100 items of clothing, 100 books, and 100 miscellaneous items – that’s more than enough stuff. I don’t need more than 100 items of clothing. If something isn’t one of my most valuable 100 material possessions, then I don’t need it.
Last fall, I already got rid of six 33-gallon bags worth of clothes after reading about the KonMari method. This weekend, I still had to get rid of another three 33-gallon bags to get down to 100 items of clothing.
I remember my mother telling me that when she was growing up in Ireland, she would get a new dress every year around Easter. And that was what she would wear for the remainder of the year.
And yet somehow, by trying to limit myself to only 100 items of clothing, I had to donate nine 33-gallon bags of clothes. Yikes.
Going forward, I’m going to try to keep these numbers constant. If I buy something new, I have to get rid of something. One in. One out. If it’s not valuable enough to knock something off today’s list, then I don’t need it.

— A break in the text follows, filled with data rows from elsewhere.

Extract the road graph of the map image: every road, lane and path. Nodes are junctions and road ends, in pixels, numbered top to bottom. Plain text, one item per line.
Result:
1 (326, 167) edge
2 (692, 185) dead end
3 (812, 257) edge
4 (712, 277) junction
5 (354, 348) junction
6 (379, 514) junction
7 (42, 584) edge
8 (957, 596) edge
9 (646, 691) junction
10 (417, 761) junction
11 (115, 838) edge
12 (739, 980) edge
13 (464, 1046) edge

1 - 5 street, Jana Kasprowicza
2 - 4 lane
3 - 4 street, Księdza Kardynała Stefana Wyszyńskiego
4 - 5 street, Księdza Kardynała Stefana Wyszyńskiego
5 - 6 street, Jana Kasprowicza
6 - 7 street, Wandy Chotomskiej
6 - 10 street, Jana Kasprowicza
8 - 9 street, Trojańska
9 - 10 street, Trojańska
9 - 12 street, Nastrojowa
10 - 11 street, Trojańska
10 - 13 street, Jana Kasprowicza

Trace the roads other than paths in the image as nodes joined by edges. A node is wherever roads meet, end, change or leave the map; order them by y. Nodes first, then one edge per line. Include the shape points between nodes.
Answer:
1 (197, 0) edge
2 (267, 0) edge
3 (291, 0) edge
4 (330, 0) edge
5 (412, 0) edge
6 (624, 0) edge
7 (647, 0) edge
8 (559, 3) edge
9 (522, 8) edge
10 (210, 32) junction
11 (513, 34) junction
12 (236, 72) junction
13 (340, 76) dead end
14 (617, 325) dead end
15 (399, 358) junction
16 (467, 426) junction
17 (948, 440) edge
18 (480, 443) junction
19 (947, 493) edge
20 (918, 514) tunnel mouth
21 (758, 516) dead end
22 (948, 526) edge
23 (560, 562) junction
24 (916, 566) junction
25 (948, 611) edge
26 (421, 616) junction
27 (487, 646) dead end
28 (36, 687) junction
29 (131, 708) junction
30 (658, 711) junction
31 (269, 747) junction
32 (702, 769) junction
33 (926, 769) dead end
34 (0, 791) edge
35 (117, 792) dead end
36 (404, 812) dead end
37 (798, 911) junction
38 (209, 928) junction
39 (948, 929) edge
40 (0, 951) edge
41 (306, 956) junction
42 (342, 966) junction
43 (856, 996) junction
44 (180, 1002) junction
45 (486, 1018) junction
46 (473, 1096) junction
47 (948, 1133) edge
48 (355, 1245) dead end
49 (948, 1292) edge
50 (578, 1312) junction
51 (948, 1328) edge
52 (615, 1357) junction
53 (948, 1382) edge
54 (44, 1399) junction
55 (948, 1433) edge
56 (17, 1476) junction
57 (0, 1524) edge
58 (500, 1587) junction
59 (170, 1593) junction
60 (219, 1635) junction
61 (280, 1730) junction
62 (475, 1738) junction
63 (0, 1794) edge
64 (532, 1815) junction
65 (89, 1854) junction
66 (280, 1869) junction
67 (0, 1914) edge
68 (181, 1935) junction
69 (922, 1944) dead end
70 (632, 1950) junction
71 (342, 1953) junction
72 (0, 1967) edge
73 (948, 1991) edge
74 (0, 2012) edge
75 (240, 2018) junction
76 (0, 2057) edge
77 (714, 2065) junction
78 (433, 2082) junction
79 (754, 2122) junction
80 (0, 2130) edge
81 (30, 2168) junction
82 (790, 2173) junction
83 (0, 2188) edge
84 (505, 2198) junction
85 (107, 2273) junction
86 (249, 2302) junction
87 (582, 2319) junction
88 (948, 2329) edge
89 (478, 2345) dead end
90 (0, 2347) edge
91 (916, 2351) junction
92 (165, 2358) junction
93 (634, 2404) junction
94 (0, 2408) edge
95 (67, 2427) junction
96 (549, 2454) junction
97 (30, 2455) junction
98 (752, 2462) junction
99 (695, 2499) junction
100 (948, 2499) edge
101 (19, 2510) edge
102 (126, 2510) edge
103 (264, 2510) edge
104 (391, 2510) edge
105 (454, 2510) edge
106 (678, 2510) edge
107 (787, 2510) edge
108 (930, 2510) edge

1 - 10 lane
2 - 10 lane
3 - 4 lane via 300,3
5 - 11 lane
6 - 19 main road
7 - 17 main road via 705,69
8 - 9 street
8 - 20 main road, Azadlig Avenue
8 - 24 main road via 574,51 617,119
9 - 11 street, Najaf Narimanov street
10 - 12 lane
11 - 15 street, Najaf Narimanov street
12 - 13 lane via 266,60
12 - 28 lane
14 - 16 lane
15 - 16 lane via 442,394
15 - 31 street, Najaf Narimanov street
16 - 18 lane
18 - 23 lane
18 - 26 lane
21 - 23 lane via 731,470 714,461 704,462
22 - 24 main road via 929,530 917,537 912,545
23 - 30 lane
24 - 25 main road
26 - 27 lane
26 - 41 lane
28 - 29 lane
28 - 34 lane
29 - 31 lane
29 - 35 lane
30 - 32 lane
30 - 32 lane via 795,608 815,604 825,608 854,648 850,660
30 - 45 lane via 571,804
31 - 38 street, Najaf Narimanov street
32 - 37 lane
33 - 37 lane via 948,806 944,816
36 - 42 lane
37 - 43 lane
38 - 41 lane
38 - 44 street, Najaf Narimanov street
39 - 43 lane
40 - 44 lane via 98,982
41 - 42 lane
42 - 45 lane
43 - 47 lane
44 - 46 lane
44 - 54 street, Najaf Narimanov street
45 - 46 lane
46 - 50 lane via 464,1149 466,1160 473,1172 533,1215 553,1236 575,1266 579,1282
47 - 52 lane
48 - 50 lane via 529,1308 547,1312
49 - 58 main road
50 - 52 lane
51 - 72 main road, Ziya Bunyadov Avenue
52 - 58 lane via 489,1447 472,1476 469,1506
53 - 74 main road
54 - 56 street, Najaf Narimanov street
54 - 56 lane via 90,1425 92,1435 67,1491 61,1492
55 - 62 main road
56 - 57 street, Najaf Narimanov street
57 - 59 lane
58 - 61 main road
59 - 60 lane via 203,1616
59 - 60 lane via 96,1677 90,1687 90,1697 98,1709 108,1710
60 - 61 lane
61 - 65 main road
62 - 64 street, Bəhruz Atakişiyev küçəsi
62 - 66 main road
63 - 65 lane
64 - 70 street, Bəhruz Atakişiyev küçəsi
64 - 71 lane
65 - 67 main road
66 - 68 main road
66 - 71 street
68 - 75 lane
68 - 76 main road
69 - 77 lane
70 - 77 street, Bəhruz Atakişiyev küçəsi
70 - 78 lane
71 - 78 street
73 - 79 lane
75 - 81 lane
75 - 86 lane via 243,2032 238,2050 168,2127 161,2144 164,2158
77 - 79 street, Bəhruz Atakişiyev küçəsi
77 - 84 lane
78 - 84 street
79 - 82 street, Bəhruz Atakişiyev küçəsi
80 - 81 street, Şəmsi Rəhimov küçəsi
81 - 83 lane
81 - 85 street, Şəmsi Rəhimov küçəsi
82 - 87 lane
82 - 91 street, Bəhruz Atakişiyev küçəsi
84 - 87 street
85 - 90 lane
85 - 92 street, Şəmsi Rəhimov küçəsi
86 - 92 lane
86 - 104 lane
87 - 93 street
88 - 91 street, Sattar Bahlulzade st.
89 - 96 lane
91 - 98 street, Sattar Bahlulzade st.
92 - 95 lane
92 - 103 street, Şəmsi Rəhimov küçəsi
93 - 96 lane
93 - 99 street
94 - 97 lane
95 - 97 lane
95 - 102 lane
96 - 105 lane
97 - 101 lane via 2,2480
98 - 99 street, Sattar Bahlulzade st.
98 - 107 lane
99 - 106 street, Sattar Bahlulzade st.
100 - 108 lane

It’s shocking how mindlessly out of control my consumption had become. I’m not exactly a clothes guy, but I had literally hundreds of clothes gathering dust in my house that I didn’t need. And yet, somehow, I still felt compelled to think that what I needed was more.
By taking the hard inventory, it’s harder to pretend that the oversupply of stuff was anything other than ridiculousness.
I’m hoping that by making a conscious decision to limit myself to an arbitrary number of things, that I may be able to free myself from the urge to think that I need more stuff.
And that’s all I have to say about that.